Wednesday, October 7, 2009

Zen Meditation in Plain English

Yes, we will be sitting this week, Saturday, 10/10, 3:30pm, at 711 Robinson in the Kern Place neighborhood near UTEP.

The last few weeks we've had newcomers come sit with us in Sangha. It's always a pleasure to introduce new folks to the art of sitting cross-legged (sometimes sitting on a chair) and staring at a wall. They've had questions of course--how to sit this way or that way and why do we do this or that. Like, why do we stare at the wall? Good question. Sitting is always a question, even as one evolves in her practice and the months become years and the years become more years. Etcetera. So I was glad to find this book at the Barnes & Noble: Zen Meditation in Plain English by John Daishin Buksbazen. Nothing fancy, no bells and whistles.
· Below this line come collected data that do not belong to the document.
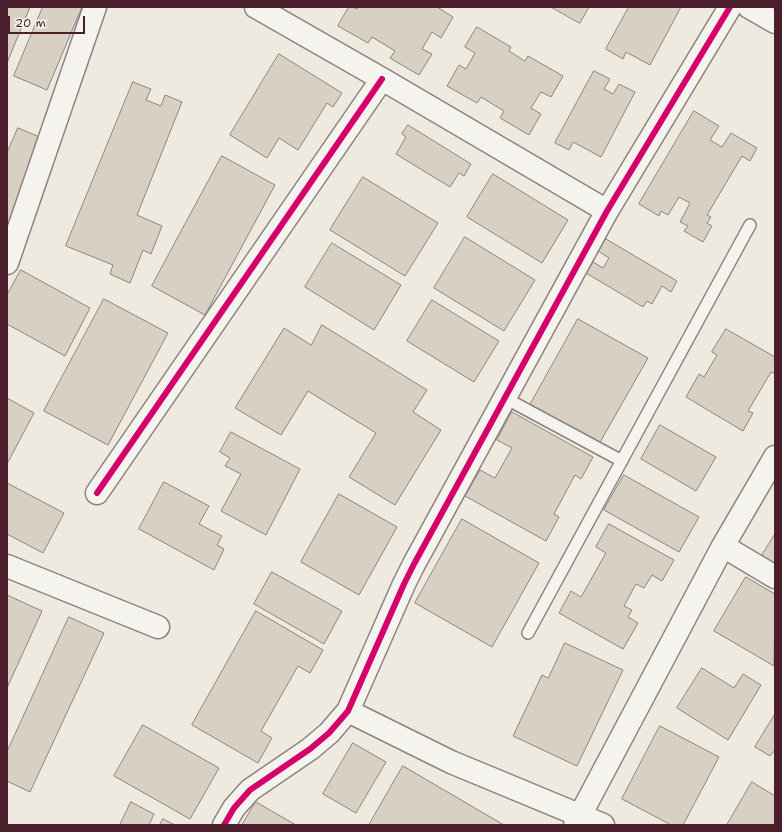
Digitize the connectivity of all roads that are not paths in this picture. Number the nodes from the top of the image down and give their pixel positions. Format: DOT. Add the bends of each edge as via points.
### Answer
graph roads {
  1 [pos="95,7"];
  2 [pos="256,7"];
  3 [pos="730,7"];
  4 [pos="749,7"];
  5 [pos="775,22"];
  6 [pos="382,79"];
  7 [pos="607,211"];
  8 [pos="750,225"];
  9 [pos="7,263"];
  10 [pos="505,398"];
  11 [pos="775,457"];
  12 [pos="622,461"];
  13 [pos="96,493"];
  14 [pos="723,546"];
  15 [pos="7,566"];
  16 [pos="775,577"];
  17 [pos="158,627"];
  18 [pos="528,633"];
  19 [pos="348,711"];
  20 [pos="577,820"];
  21 [pos="224,825"];
  22 [pos="603,825"];
  1 -- 9 [label="street"];
  2 -- 6 [label="street"];
  3 -- 7 [label="street"];
  4 -- 5 [label="street"];
  6 -- 7 [label="street"];
  6 -- 13 [label="street"];
  7 -- 10 [label="street"];
  8 -- 12 [label="lane"];
  10 -- 12 [label="lane"];
  10 -- 19 [label="street" via="404,584"];
  11 -- 14 [label="street"];
  12 -- 18 [label="lane"];
  14 -- 16 [label="street"];
  14 -- 20 [label="street"];
  15 -- 17 [label="street"];
  19 -- 20 [label="street"];
  19 -- 21 [label="street" via="310,750 250,790 234,808"];
  20 -- 22 [label="street"];
}
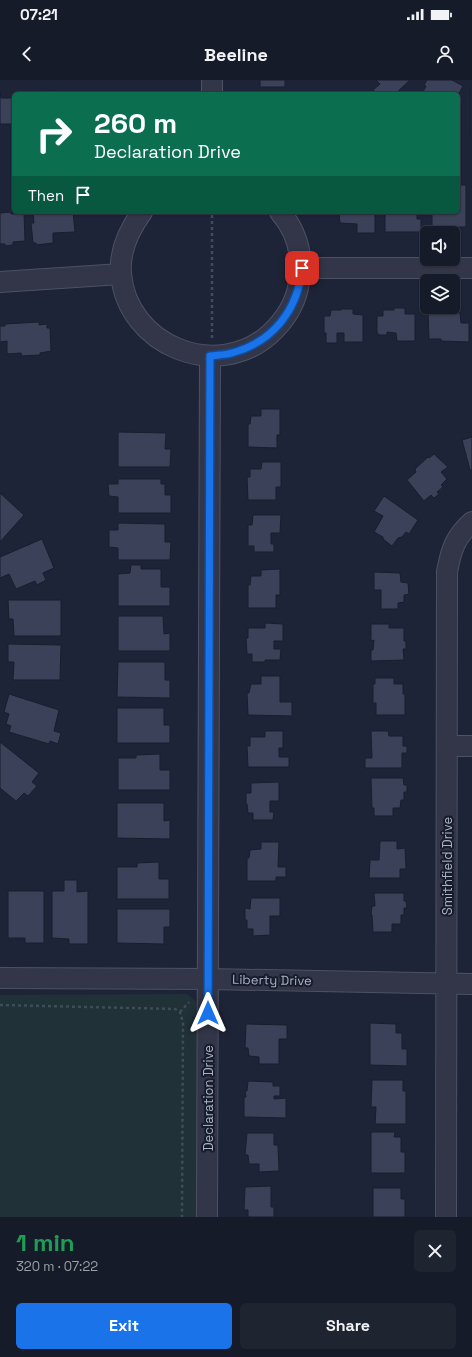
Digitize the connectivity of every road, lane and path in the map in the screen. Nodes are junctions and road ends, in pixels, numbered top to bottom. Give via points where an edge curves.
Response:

It's just a simple little how-to book which I find refreshing and fun. I bought the last copy, so I'll call the B&N to tell them they should order some more. Below, to make life a little bit easier, I'm pasting reviews of the book from Amazon and Publishers Weekly-- Review
The jolt of confidence you get when discussing a day's performance with a seasoned veteran can take any activity to a higher level. In his concise and informative Zen Meditation in Plain English, meditation veteran John Daishin Buksbazen gives detailed directions for each step of Zen-style meditation, from getting into the different postures and developing breath concentration, all the way up to intensive training periods. With only one short chapter on what the mind should be doing while "sitting" (as they say in Zen), his focus is on getting the fundamentals right. He also offers a rare introduction to the importance and mechanics of group practice and a well-selected "Frequently Asked Questions" section at the end. While Buksbazen repeatedly says that there is no substitute for a good teacher, until you find one, Zen Meditation in Plain English will do nicely. --Brian Bruya

From Publishers Weekly
Buksbazen, a psychotherapist who was ordained a Zen priest in 1968 and is affiliated with the Zen Center of Los Angeles, offers practical and down-to-earth advice about the specifics of Zen meditation. He begins by encouraging readers to get involved with meditation and not just read books about Buddhism: "After all, cookbooks are fun to read, but... they are most helpful to somebody who is actually involved in cooking." The bulk of this short primer is concerned with introducing the basics of zazen, or seated meditation: how to position the body, particularly the legs; how and when to breathe; what to think about. Helpful diagrams illustrate the full lotus, Burmese, kneeling (seiza) and other positions. Buksbazen even provides a "zazen checklist" to help beginners remember all of the steps involved in zazen, which as he notes is more difficult than it appears. What distinguishes this book from any number of Zen self-help books is its final section, which focuses on community. Arguing that "true Zen practice cannot be fully experienced in all its diversity and richness by just one person alone," Buksbazen builds a strong case for the powerful effect of being involved with a community of other practitioners. He follows this ideological argument with concrete information about group practice, including meditation retreats and other intensive training periods. In all, this is a fine introduction to Zen meditation practice, grounded in tradition yet adapted to contemporary life.